If you can’t get enough of professional wrestling — there’s Monday Night Raw, Smack Down, NXT, 205, all the pay-per-views and more, then how about picking some wrestling books?
If I’m not watching the WWE’s many shows, I’m either watching films, television shows or reading. That’s me. Here are five wrestling books that are on my must-read list:
Let’s start with what I’m hearing is one of the best wrestling books out there Crazy Is My Superpower: How I Triumphed by Breaking Bones, Breaking Hearts, and Breaking the Rules Hardcover by by A.J. Mendez Brooks. It’s really a book about her personal life and professional wrestling career.
When I first saw A.J. on WWE, I thought she was a fantastic wrestler who flopped and sold it like no other female wrestler I had seen in a long time and she played that ‘crazy’ persona really well. Some of the storylines drove me nuts, but for the most part, she was a breath of fresh air in an otherwise stale, in my opinion, female ring.
When I heard about her back story, about her poverty and how hard she worked her way to get where she was, I was impressed.

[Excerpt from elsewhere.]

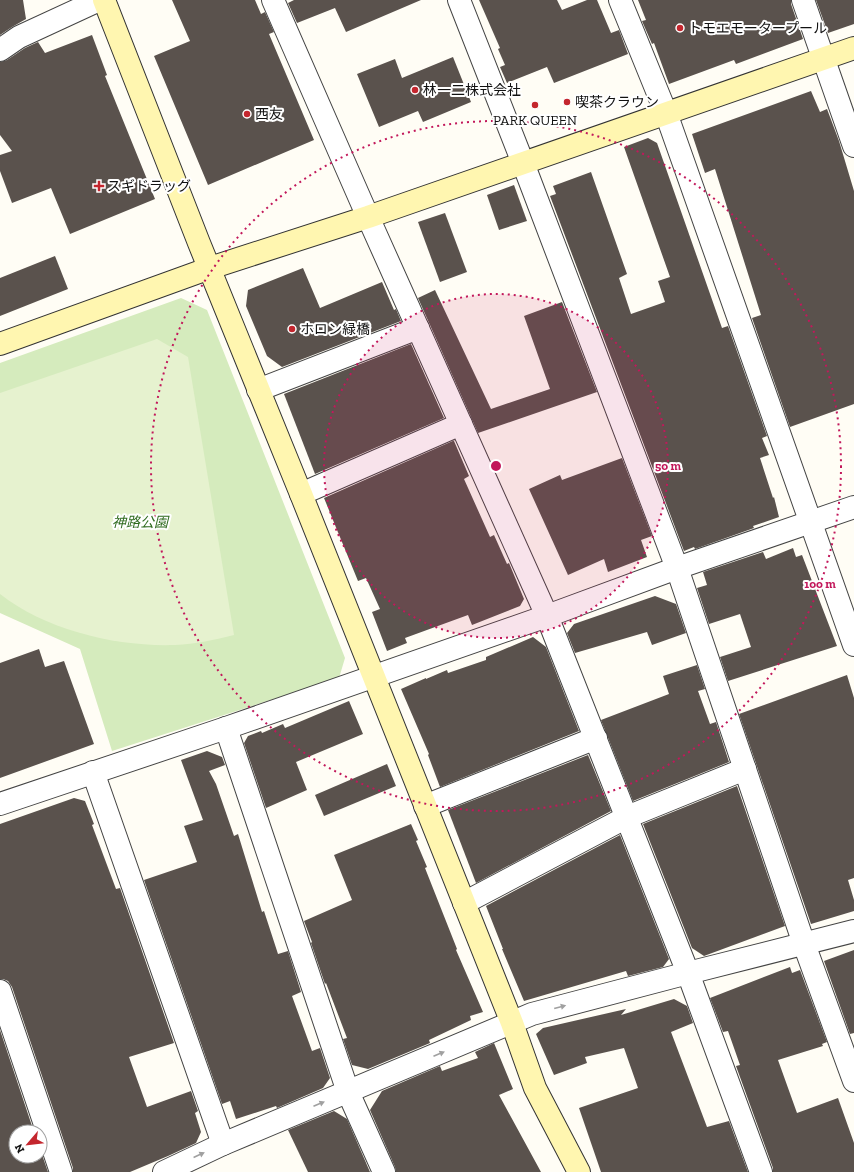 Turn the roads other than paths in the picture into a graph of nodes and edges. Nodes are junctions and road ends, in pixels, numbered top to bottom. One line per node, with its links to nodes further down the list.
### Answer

When she left the ring at the height of her career, I was stymied, but everyone comes to a crossroads in their life at some point and A.J. decided that it was time to hang up her boots. Then there’s this book that I can’t wait to read. Why? Because then I learned about how A.J. suffered from mental illness and how she had more barriers to overcome and more hills to climb. What an inspiration to other girls! A.J. never had that inspiration growing up. Today, she IS that inspiration.
Read this review of her book on Book Riot by Nicole Brinkley. You’ll add it to your list too.
Sisterhood of the Squared Circle: The History and Rise of Women’s Wrestling
Want to know more about women and professional wrestling? Sisterhood of the Squared Circle: The History and Rise of Women’s Wrestling is written by (okay, it’s two men) Pat Laprade and Dan Murphy, the authors review the history and have more than 100 profiles of wrestlers who have made an impact in the business. They include Mildred Burke, the Fabulous Moolah, Mae Young, Penny Banner, Wendi Richter, Trish Stratus, Chyna, and Lita, Charlotte, Sasha Banks, and Bayley. There are sections on AJ Mendez Brooks (AJ Lee) and there’s even includes a chapter on Rhonda Rousey, who isn’t even a wrestler — they say ‘yet’.
Wake Up! It’s Feeding Time! A Professional Athlete’s Advice on How to Succeed in the Game of Life
Written by Ryback “The Big Guy” Reeves, and released in January, the former WWE wrestler provides tips on taking care of your body, supplements, meal prepping, sexual energy, overcoming addiction and more. I have to admit, if I want to get in shape, Ryback’s massive size scares me and I’m not quite sure he would understand what a middle-aged woman’s body is going through or what it needs, but that’s not what he’s doing here. He’s a professional athlete. Know that going into this read of Wake Up! It’s Feeding Time! A Professional Athlete’s Advice on How to Succeed in the Game of Life and take out of his book what advice works for you.
NXT: The Future Is Now
Admittedly, I don’t watch much NXT, but I know the players and once they land on the main roster, boy have I found them exciting to watch. Even some of today’s greatest names have come from the training ground of NXT — Seth Rollins, Kevin Owens, Charlotte, Finn Bálor, Sami Zayn, Sasha Bank. I want to learn more about this brand of the WWE and NXT: The Future Is Now is definitely on my to-read list.
Written by Jon Robinson, with a foreword by the man himself, Vince McMahon, this book tells the story of Paul Levesque — better known as 14-time World Champion Triple H — convinced McMahon that WWE must reinvent itself. They created the state-of-the-art WWE Performance Center so that wrestlers could hone their skills and personalities and stories under Triple H.
Mad Dog: The Maurice Vachon Story
I’m old school (okay, I’m old) and remember Mad Dog, who passed away in 2013, and this book, Mad Dog: The Maurice Vachon Story, is the story behind the man. Mad Dog “explores his career and personal struggles with painstakingly detailed historical research and through both Maurice’s own recollections and those of the people who knew him best.”
Wrestling really saved Mad Dog’s life and book shares his story with wrestling fans. It’s on my list this year too.
What wrestling books have you read or are on your list to read this year?